[Stored data]
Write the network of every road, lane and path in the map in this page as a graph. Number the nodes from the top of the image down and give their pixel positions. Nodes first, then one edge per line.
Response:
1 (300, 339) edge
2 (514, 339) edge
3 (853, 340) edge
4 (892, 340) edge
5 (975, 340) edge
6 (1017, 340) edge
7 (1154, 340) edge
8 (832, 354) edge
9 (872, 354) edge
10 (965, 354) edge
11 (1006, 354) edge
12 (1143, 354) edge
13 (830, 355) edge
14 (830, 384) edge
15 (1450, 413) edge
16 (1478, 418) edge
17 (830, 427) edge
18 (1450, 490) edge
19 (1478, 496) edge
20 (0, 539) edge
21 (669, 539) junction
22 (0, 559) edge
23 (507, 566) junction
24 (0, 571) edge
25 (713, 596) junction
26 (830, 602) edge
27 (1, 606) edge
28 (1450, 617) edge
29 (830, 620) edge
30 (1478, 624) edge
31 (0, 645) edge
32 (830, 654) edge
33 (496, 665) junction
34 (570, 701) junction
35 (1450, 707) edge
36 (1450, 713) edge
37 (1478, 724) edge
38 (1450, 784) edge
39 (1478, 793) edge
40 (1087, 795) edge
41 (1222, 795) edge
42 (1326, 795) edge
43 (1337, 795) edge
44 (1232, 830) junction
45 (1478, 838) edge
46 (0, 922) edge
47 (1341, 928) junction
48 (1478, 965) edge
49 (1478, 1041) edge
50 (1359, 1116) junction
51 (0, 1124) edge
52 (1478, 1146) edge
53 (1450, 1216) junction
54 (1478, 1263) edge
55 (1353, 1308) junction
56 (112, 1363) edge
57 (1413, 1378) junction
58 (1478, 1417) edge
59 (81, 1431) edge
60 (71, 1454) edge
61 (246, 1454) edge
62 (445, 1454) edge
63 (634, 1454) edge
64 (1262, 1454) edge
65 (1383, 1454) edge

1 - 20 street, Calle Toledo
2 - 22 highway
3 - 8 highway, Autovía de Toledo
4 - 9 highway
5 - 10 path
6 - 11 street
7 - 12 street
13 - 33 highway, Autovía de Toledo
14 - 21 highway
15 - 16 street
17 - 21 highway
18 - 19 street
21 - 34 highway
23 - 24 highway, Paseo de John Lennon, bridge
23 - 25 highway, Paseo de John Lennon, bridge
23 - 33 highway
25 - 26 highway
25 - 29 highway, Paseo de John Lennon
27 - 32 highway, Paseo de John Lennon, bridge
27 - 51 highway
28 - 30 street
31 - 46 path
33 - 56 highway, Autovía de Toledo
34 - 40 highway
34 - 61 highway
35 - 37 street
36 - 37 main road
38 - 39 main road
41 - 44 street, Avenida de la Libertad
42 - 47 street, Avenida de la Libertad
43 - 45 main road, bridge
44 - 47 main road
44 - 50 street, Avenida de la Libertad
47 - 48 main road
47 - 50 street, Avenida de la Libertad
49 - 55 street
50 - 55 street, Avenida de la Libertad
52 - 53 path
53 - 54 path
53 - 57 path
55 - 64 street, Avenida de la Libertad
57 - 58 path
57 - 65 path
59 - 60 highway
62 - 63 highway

= To do =
Could you retype every record above exactly as it appears?

= Completed exercise =
Write the network of every road, lane and path in the map in this page as a graph. Number the nodes from the top of the image down and give their pixel positions. Nodes first, then one edge per line.
Response:
1 (300, 339) edge
2 (514, 339) edge
3 (853, 340) edge
4 (892, 340) edge
5 (975, 340) edge
6 (1017, 340) edge
7 (1154, 340) edge
8 (832, 354) edge
9 (872, 354) edge
10 (965, 354) edge
11 (1006, 354) edge
12 (1143, 354) edge
13 (830, 355) edge
14 (830, 384) edge
15 (1450, 413) edge
16 (1478, 418) edge
17 (830, 427) edge
18 (1450, 490) edge
19 (1478, 496) edge
20 (0, 539) edge
21 (669, 539) junction
22 (0, 559) edge
23 (507, 566) junction
24 (0, 571) edge
25 (713, 596) junction
26 (830, 602) edge
27 (1, 606) edge
28 (1450, 617) edge
29 (830, 620) edge
30 (1478, 624) edge
31 (0, 645) edge
32 (830, 654) edge
33 (496, 665) junction
34 (570, 701) junction
35 (1450, 707) edge
36 (1450, 713) edge
37 (1478, 724) edge
38 (1450, 784) edge
39 (1478, 793) edge
40 (1087, 795) edge
41 (1222, 795) edge
42 (1326, 795) edge
43 (1337, 795) edge
44 (1232, 830) junction
45 (1478, 838) edge
46 (0, 922) edge
47 (1341, 928) junction
48 (1478, 965) edge
49 (1478, 1041) edge
50 (1359, 1116) junction
51 (0, 1124) edge
52 (1478, 1146) edge
53 (1450, 1216) junction
54 (1478, 1263) edge
55 (1353, 1308) junction
56 (112, 1363) edge
57 (1413, 1378) junction
58 (1478, 1417) edge
59 (81, 1431) edge
60 (71, 1454) edge
61 (246, 1454) edge
62 (445, 1454) edge
63 (634, 1454) edge
64 (1262, 1454) edge
65 (1383, 1454) edge

1 - 20 street, Calle Toledo
2 - 22 highway
3 - 8 highway, Autovía de Toledo
4 - 9 highway
5 - 10 path
6 - 11 street
7 - 12 street
13 - 33 highway, Autovía de Toledo
14 - 21 highway
15 - 16 street
17 - 21 highway
18 - 19 street
21 - 34 highway
23 - 24 highway, Paseo de John Lennon, bridge
23 - 25 highway, Paseo de John Lennon, bridge
23 - 33 highway
25 - 26 highway
25 - 29 highway, Paseo de John Lennon
27 - 32 highway, Paseo de John Lennon, bridge
27 - 51 highway
28 - 30 street
31 - 46 path
33 - 56 highway, Autovía de Toledo
34 - 40 highway
34 - 61 highway
35 - 37 street
36 - 37 main road
38 - 39 main road
41 - 44 street, Avenida de la Libertad
42 - 47 street, Avenida de la Libertad
43 - 45 main road, bridge
44 - 47 main road
44 - 50 street, Avenida de la Libertad
47 - 48 main road
47 - 50 street, Avenida de la Libertad
49 - 55 street
50 - 55 street, Avenida de la Libertad
52 - 53 path
53 - 54 path
53 - 57 path
55 - 64 street, Avenida de la Libertad
57 - 58 path
57 - 65 path
59 - 60 highway
62 - 63 highway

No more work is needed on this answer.